## Assignment
When you copy the records, keep every word exact and leave the pictures out.
==========
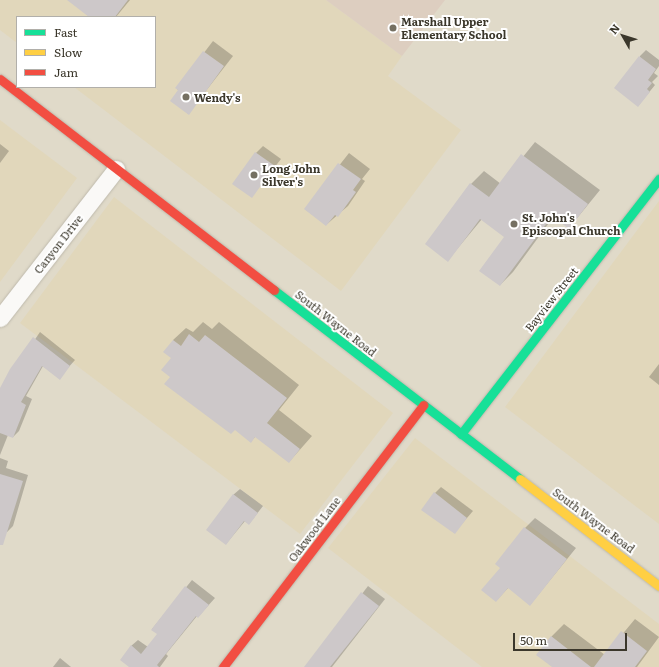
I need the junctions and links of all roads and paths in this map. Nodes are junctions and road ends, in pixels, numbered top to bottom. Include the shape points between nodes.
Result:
1 (0, 79) edge
2 (116, 169) junction
3 (659, 179) edge
4 (0, 318) edge
5 (423, 405) junction
6 (461, 434) junction
7 (659, 586) edge
8 (223, 667) edge

1 - 2 main road, South Wayne Road
2 - 4 street, Canyon Drive
2 - 5 main road, South Wayne Road
3 - 6 main road, Bayview Street
5 - 6 main road, South Wayne Road
5 - 8 main road, Oakwood Lane
6 - 7 main road, South Wayne Road

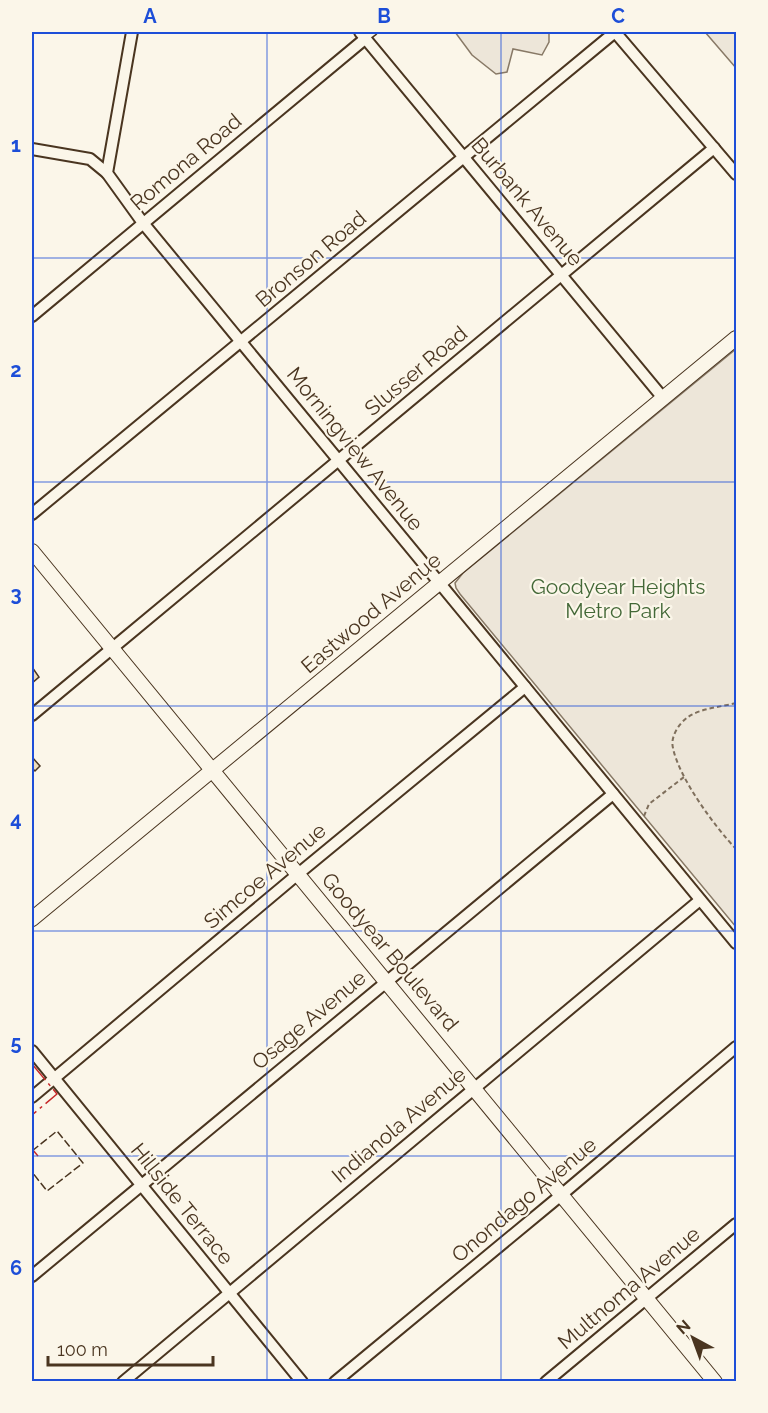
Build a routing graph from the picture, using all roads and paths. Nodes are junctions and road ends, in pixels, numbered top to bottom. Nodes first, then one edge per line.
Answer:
==========
## Response to this exercise
I need the junctions and links of all roads and paths in this map. Nodes are junctions and road ends, in pixels, numbered top to bottom. Include the shape points between nodes.
Result:
1 (0, 79) edge
2 (116, 169) junction
3 (659, 179) edge
4 (0, 318) edge
5 (423, 405) junction
6 (461, 434) junction
7 (659, 586) edge
8 (223, 667) edge

1 - 2 main road, South Wayne Road
2 - 4 street, Canyon Drive
2 - 5 main road, South Wayne Road
3 - 6 main road, Bayview Street
5 - 6 main road, South Wayne Road
5 - 8 main road, Oakwood Lane
6 - 7 main road, South Wayne Road

Build a routing graph from the picture, using all roads and paths. Nodes are junctions and road ends, in pixels, numbered top to bottom. Nodes first, then one edge per line.
Answer:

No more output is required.